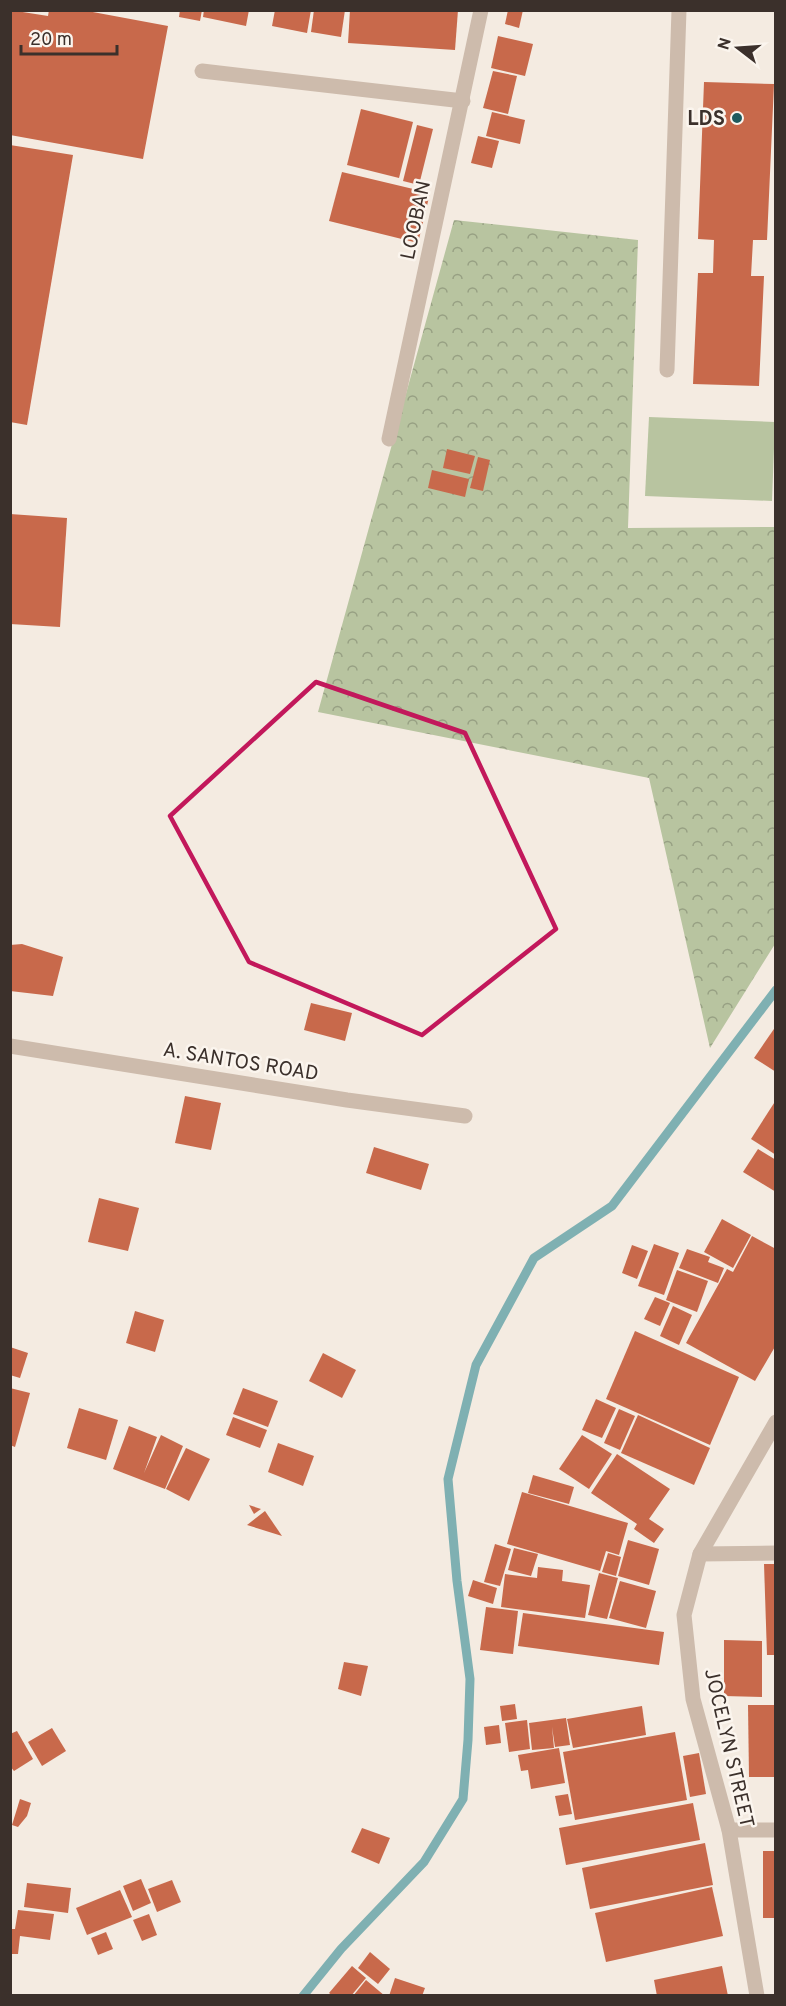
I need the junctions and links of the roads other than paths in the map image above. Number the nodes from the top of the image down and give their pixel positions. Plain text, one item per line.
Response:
1 (481, 10) edge
2 (679, 10) edge
3 (202, 71) dead end
4 (463, 101) junction
5 (667, 370) dead end
6 (388, 439) dead end
7 (10, 1046) edge
8 (465, 1116) dead end
9 (776, 1422) edge
10 (776, 1553) edge
11 (700, 1554) junction
12 (729, 1830) junction
13 (776, 1830) edge
14 (757, 1995) edge

1 - 4 street, LOOBAN
2 - 5 street
3 - 4 street
4 - 6 street, LOOBAN
7 - 8 street, A. SANTOS ROAD
9 - 11 street, JOCELYN STREET
10 - 11 street
11 - 12 street, JOCELYN STREET
12 - 13 street
12 - 14 street, JOCELYN STREET

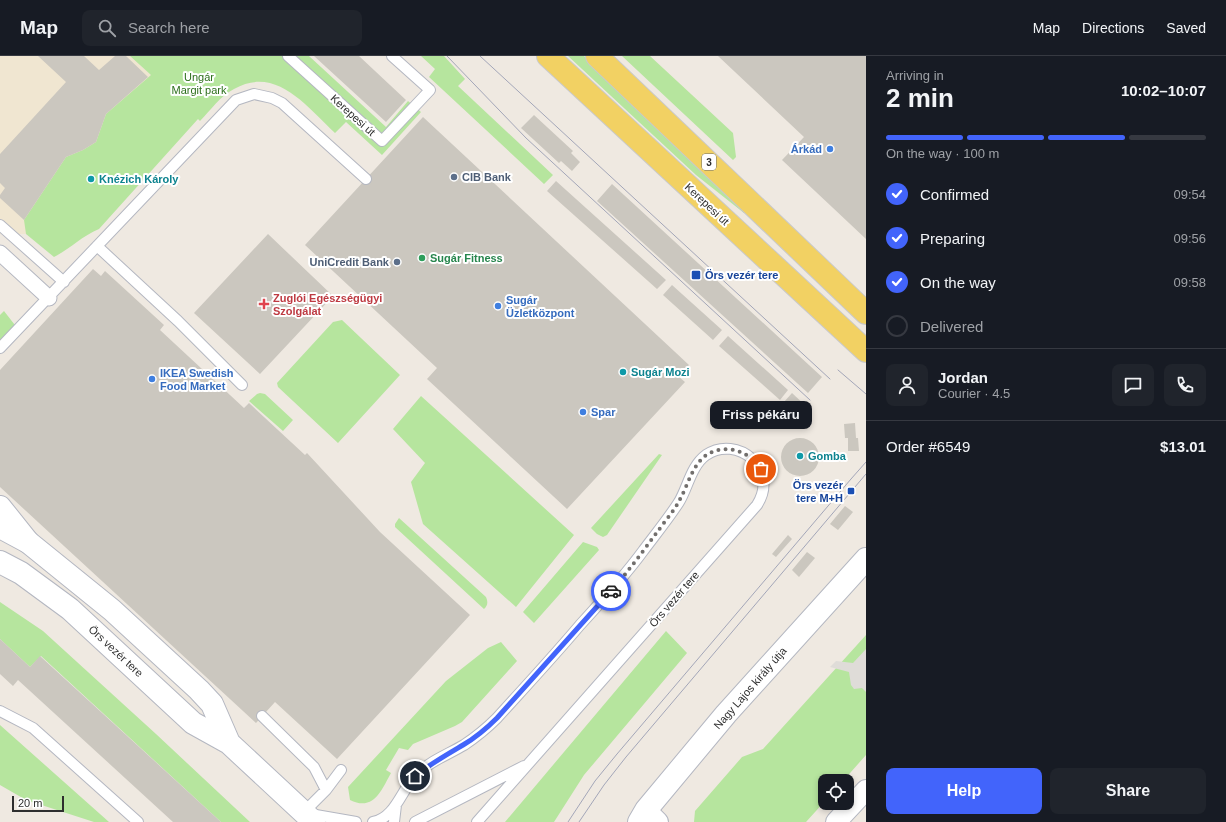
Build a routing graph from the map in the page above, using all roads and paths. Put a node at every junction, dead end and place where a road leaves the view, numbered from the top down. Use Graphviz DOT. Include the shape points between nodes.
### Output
graph roads {
  1 [pos="288,56"];
  2 [pos="392,56"];
  3 [pos="548,56"];
  4 [pos="597,56"];
  5 [pos="366,179"];
  6 [pos="0,225"];
  7 [pos="97,246"];
  8 [pos="0,253"];
  9 [pos="64,282"];
  10 [pos="49,298"];
  11 [pos="866,313"];
  12 [pos="0,348"];
  13 [pos="866,351"];
  14 [pos="242,385"];
  15 [pos="0,508"];
  16 [pos="0,527"];
  17 [pos="28,542"];
  18 [pos="866,559"];
  19 [pos="0,562"];
  20 [pos="0,711"];
  21 [pos="262,716"];
  22 [pos="230,743"];
  23 [pos="529,764"];
  24 [pos="341,770"];
  25 [pos="326,790"];
  26 [pos="866,790"];
  27 [pos="396,805"];
  28 [pos="309,817"];
  29 [pos="647,818"];
  30 [pos="138,822"];
  31 [pos="356,822"];
  32 [pos="375,822"];
  33 [pos="394,822"];
  34 [pos="415,822"];
  35 [pos="477,822"];
  36 [pos="836,822"];
  1 -- 2 [label="lane, Kerepesi út" via="382,141 430,90"];
  3 -- 13 [label="main road, Kerepesi út"];
  4 -- 11 [label="main road, 3"];
  5 -- 7 [label="lane" via="282,104 272,98 254,94 236,100"];
  6 -- 9 [label="lane"];
  7 -- 9 [label="lane"];
  7 -- 14 [label="lane"];
  8 -- 10 [label="street"];
  9 -- 10 [label="lane"];
  10 -- 12 [label="lane"];
  15 -- 17 [label="main road, Örs vezér tere"];
  16 -- 17 [label="main road, Örs vezér tere"];
  17 -- 22 [label="main road, Örs vezér tere" via="112,610 199,690 212,704"];
  18 -- 29 [label="main road, Nagy Lajos király útja" via="726,714"];
  19 -- 22 [label="main road, Örs vezér tere" via="21,573 70,609 193,723"];
  20 -- 30 [label="lane" via="33,728"];
  21 -- 25 [label="lane" via="314,767"];
  22 -- 28 [label="main road, Örs vezér tere"];
  23 -- 27 [label="lane, Örs vezér tere" via="757,505 763,490 762,474 747,454 731,449 707,455 702,459 679,501 617,584 497,718 484,731 415,776"];
  23 -- 34 [label="lane, Örs vezér tere"];
  23 -- 35 [label="lane, Örs vezér tere"];
  24 -- 25 [label="lane"];
  25 -- 28 [label="lane"];
  26 -- 36 [label="street"];
  27 -- 32 [label="lane, Örs vezér tere"];
  27 -- 33 [label="lane, Örs vezér tere"];
  28 -- 31 [label="lane"];
}
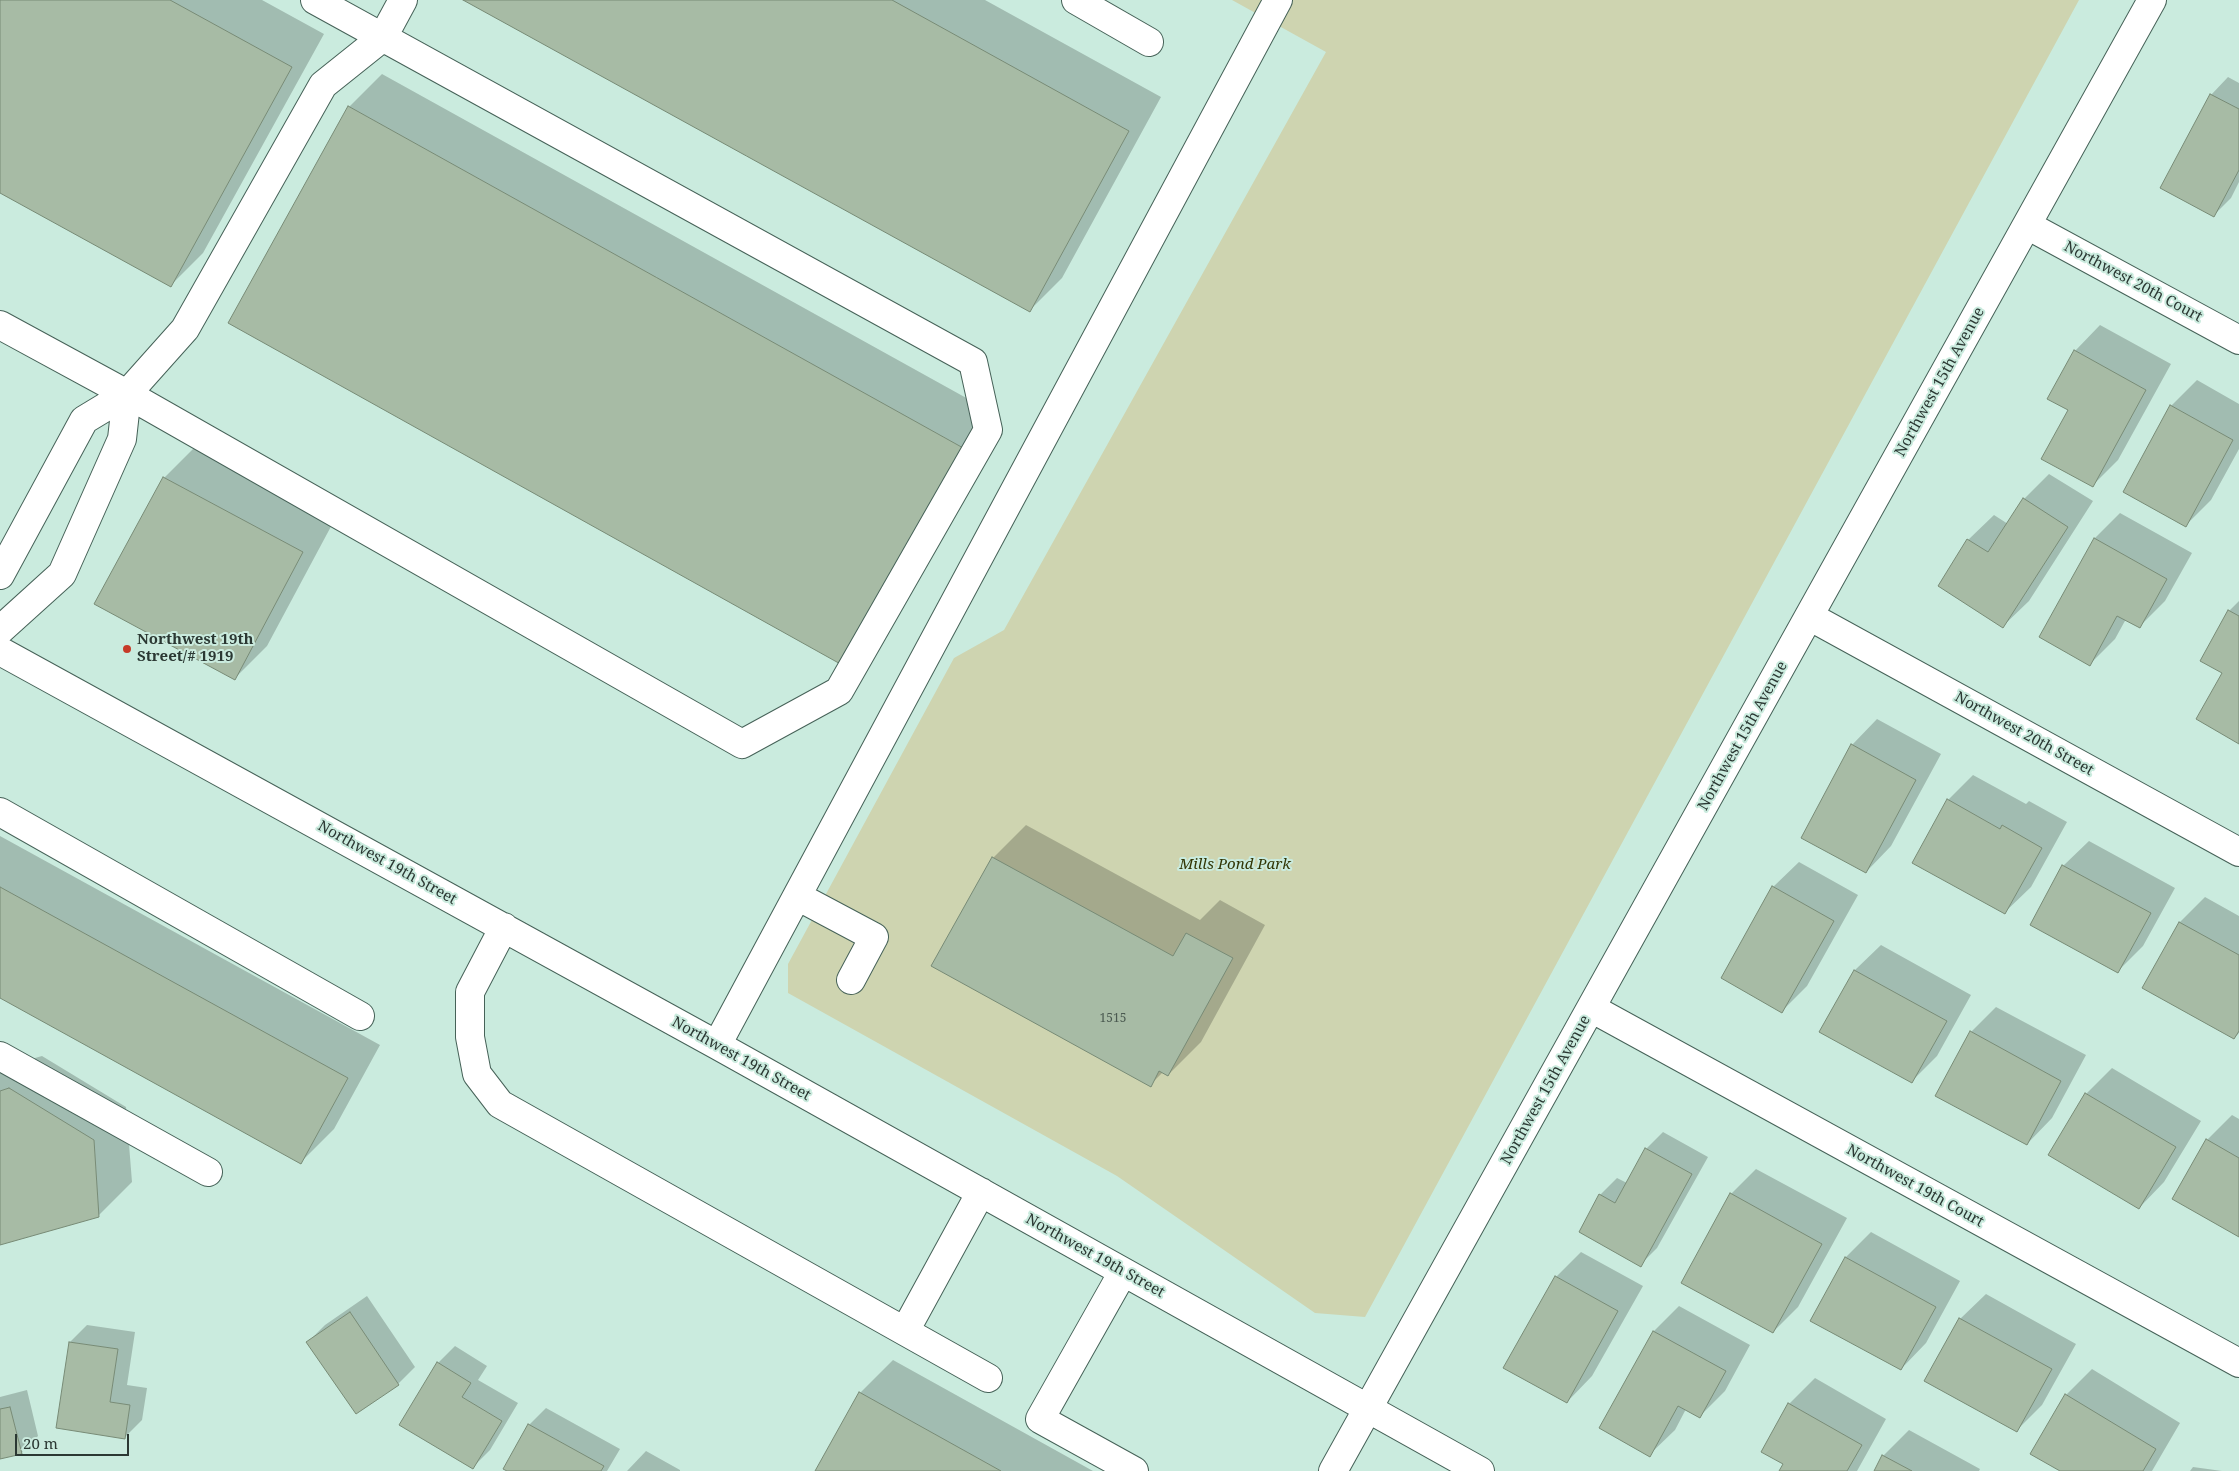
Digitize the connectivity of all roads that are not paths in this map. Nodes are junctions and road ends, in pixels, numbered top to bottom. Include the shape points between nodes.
1 (315, 0) edge
2 (403, 0) edge
3 (1076, 0) edge
4 (1278, 0) edge
5 (2152, 0) edge
6 (383, 37) junction
7 (1149, 42) dead end
8 (2027, 225) junction
9 (0, 325) edge
10 (2239, 340) edge
11 (127, 394) junction
12 (0, 575) edge
13 (1809, 616) junction
14 (0, 630) edge
15 (0, 651) edge
16 (0, 812) edge
17 (2239, 852) edge
18 (796, 896) junction
19 (504, 928) junction
20 (851, 980) dead end
21 (1591, 1008) junction
22 (360, 1016) dead end
23 (717, 1045) junction
24 (0, 1056) edge
25 (208, 1172) dead end
26 (981, 1192) junction
27 (1123, 1272) junction
28 (905, 1331) junction
29 (2239, 1363) edge
30 (988, 1378) dead end
31 (1368, 1409) junction
32 (1134, 1471) edge
33 (1332, 1471) edge
34 (1480, 1471) edge

1 - 6 street
2 - 6 street
3 - 7 street
4 - 18 street
5 - 8 street, Northwest 15th Avenue
6 - 11 street via 322,84 185,329
6 - 11 street via 974,362 988,430 839,691 742,744
8 - 10 street, Northwest 20th Court
8 - 13 street, Northwest 15th Avenue
9 - 11 street
11 - 12 street via 84,420
11 - 14 street via 122,439 62,574
13 - 17 street, Northwest 20th Street
13 - 21 street, Northwest 15th Avenue
15 - 19 street, Northwest 19th Street
16 - 22 street
18 - 20 street via 874,937
18 - 23 street
19 - 23 street, Northwest 19th Street
19 - 28 street via 470,992 470,1036 477,1074 500,1104
21 - 29 street, Northwest 19th Court
21 - 31 street, Northwest 15th Avenue
23 - 26 street, Northwest 19th Street
24 - 25 street
26 - 27 street, Northwest 19th Street
26 - 28 street
27 - 31 street, Northwest 19th Street
27 - 32 street via 1040,1419
28 - 30 street
31 - 33 street, Northwest 15th Avenue
31 - 34 street, Northwest 19th Street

Work task: The data shown above must be printed again exactly, with no images included.

Result:
I need the junctions and links of the roads other than paths in the map image above. Number the nodes from the top of the image down and give their pixel positions. Plain text, one item per line.
Response:
1 (481, 10) edge
2 (679, 10) edge
3 (202, 71) dead end
4 (463, 101) junction
5 (667, 370) dead end
6 (388, 439) dead end
7 (10, 1046) edge
8 (465, 1116) dead end
9 (776, 1422) edge
10 (776, 1553) edge
11 (700, 1554) junction
12 (729, 1830) junction
13 (776, 1830) edge
14 (757, 1995) edge

1 - 4 street, LOOBAN
2 - 5 street
3 - 4 street
4 - 6 street, LOOBAN
7 - 8 street, A. SANTOS ROAD
9 - 11 street, JOCELYN STREET
10 - 11 street
11 - 12 street, JOCELYN STREET
12 - 13 street
12 - 14 street, JOCELYN STREET

Build a routing graph from the map in the page above, using all roads and paths. Put a node at every junction, dead end and place where a road leaves the view, numbered from the top down. Use Graphviz DOT. Include the shape points between nodes.
### Output
graph roads {
  1 [pos="288,56"];
  2 [pos="392,56"];
  3 [pos="548,56"];
  4 [pos="597,56"];
  5 [pos="366,179"];
  6 [pos="0,225"];
  7 [pos="97,246"];
  8 [pos="0,253"];
  9 [pos="64,282"];
  10 [pos="49,298"];
  11 [pos="866,313"];
  12 [pos="0,348"];
  13 [pos="866,351"];
  14 [pos="242,385"];
  15 [pos="0,508"];
  16 [pos="0,527"];
  17 [pos="28,542"];
  18 [pos="866,559"];
  19 [pos="0,562"];
  20 [pos="0,711"];
  21 [pos="262,716"];
  22 [pos="230,743"];
  23 [pos="529,764"];
  24 [pos="341,770"];
  25 [pos="326,790"];
  26 [pos="866,790"];
  27 [pos="396,805"];
  28 [pos="309,817"];
  29 [pos="647,818"];
  30 [pos="138,822"];
  31 [pos="356,822"];
  32 [pos="375,822"];
  33 [pos="394,822"];
  34 [pos="415,822"];
  35 [pos="477,822"];
  36 [pos="836,822"];
  1 -- 2 [label="lane, Kerepesi út" via="382,141 430,90"];
  3 -- 13 [label="main road, Kerepesi út"];
  4 -- 11 [label="main road, 3"];
  5 -- 7 [label="lane" via="282,104 272,98 254,94 236,100"];
  6 -- 9 [label="lane"];
  7 -- 9 [label="lane"];
  7 -- 14 [label="lane"];
  8 -- 10 [label="street"];
  9 -- 10 [label="lane"];
  10 -- 12 [label="lane"];
  15 -- 17 [label="main road, Örs vezér tere"];
  16 -- 17 [label="main road, Örs vezér tere"];
  17 -- 22 [label="main road, Örs vezér tere" via="112,610 199,690 212,704"];
  18 -- 29 [label="main road, Nagy Lajos király útja" via="726,714"];
  19 -- 22 [label="main road, Örs vezér tere" via="21,573 70,609 193,723"];
  20 -- 30 [label="lane" via="33,728"];
  21 -- 25 [label="lane" via="314,767"];
  22 -- 28 [label="main road, Örs vezér tere"];
  23 -- 27 [label="lane, Örs vezér tere" via="757,505 763,490 762,474 747,454 731,449 707,455 702,459 679,501 617,584 497,718 484,731 415,776"];
  23 -- 34 [label="lane, Örs vezér tere"];
  23 -- 35 [label="lane, Örs vezér tere"];
  24 -- 25 [label="lane"];
  25 -- 28 [label="lane"];
  26 -- 36 [label="street"];
  27 -- 32 [label="lane, Örs vezér tere"];
  27 -- 33 [label="lane, Örs vezér tere"];
  28 -- 31 [label="lane"];
}
Digitize the connectivity of all roads that are not paths in this map. Nodes are junctions and road ends, in pixels, numbered top to bottom. Include the shape points between nodes.
1 (315, 0) edge
2 (403, 0) edge
3 (1076, 0) edge
4 (1278, 0) edge
5 (2152, 0) edge
6 (383, 37) junction
7 (1149, 42) dead end
8 (2027, 225) junction
9 (0, 325) edge
10 (2239, 340) edge
11 (127, 394) junction
12 (0, 575) edge
13 (1809, 616) junction
14 (0, 630) edge
15 (0, 651) edge
16 (0, 812) edge
17 (2239, 852) edge
18 (796, 896) junction
19 (504, 928) junction
20 (851, 980) dead end
21 (1591, 1008) junction
22 (360, 1016) dead end
23 (717, 1045) junction
24 (0, 1056) edge
25 (208, 1172) dead end
26 (981, 1192) junction
27 (1123, 1272) junction
28 (905, 1331) junction
29 (2239, 1363) edge
30 (988, 1378) dead end
31 (1368, 1409) junction
32 (1134, 1471) edge
33 (1332, 1471) edge
34 (1480, 1471) edge

1 - 6 street
2 - 6 street
3 - 7 street
4 - 18 street
5 - 8 street, Northwest 15th Avenue
6 - 11 street via 322,84 185,329
6 - 11 street via 974,362 988,430 839,691 742,744
8 - 10 street, Northwest 20th Court
8 - 13 street, Northwest 15th Avenue
9 - 11 street
11 - 12 street via 84,420
11 - 14 street via 122,439 62,574
13 - 17 street, Northwest 20th Street
13 - 21 street, Northwest 15th Avenue
15 - 19 street, Northwest 19th Street
16 - 22 street
18 - 20 street via 874,937
18 - 23 street
19 - 23 street, Northwest 19th Street
19 - 28 street via 470,992 470,1036 477,1074 500,1104
21 - 29 street, Northwest 19th Court
21 - 31 street, Northwest 15th Avenue
23 - 26 street, Northwest 19th Street
24 - 25 street
26 - 27 street, Northwest 19th Street
26 - 28 street
27 - 31 street, Northwest 19th Street
27 - 32 street via 1040,1419
28 - 30 street
31 - 33 street, Northwest 15th Avenue
31 - 34 street, Northwest 19th Street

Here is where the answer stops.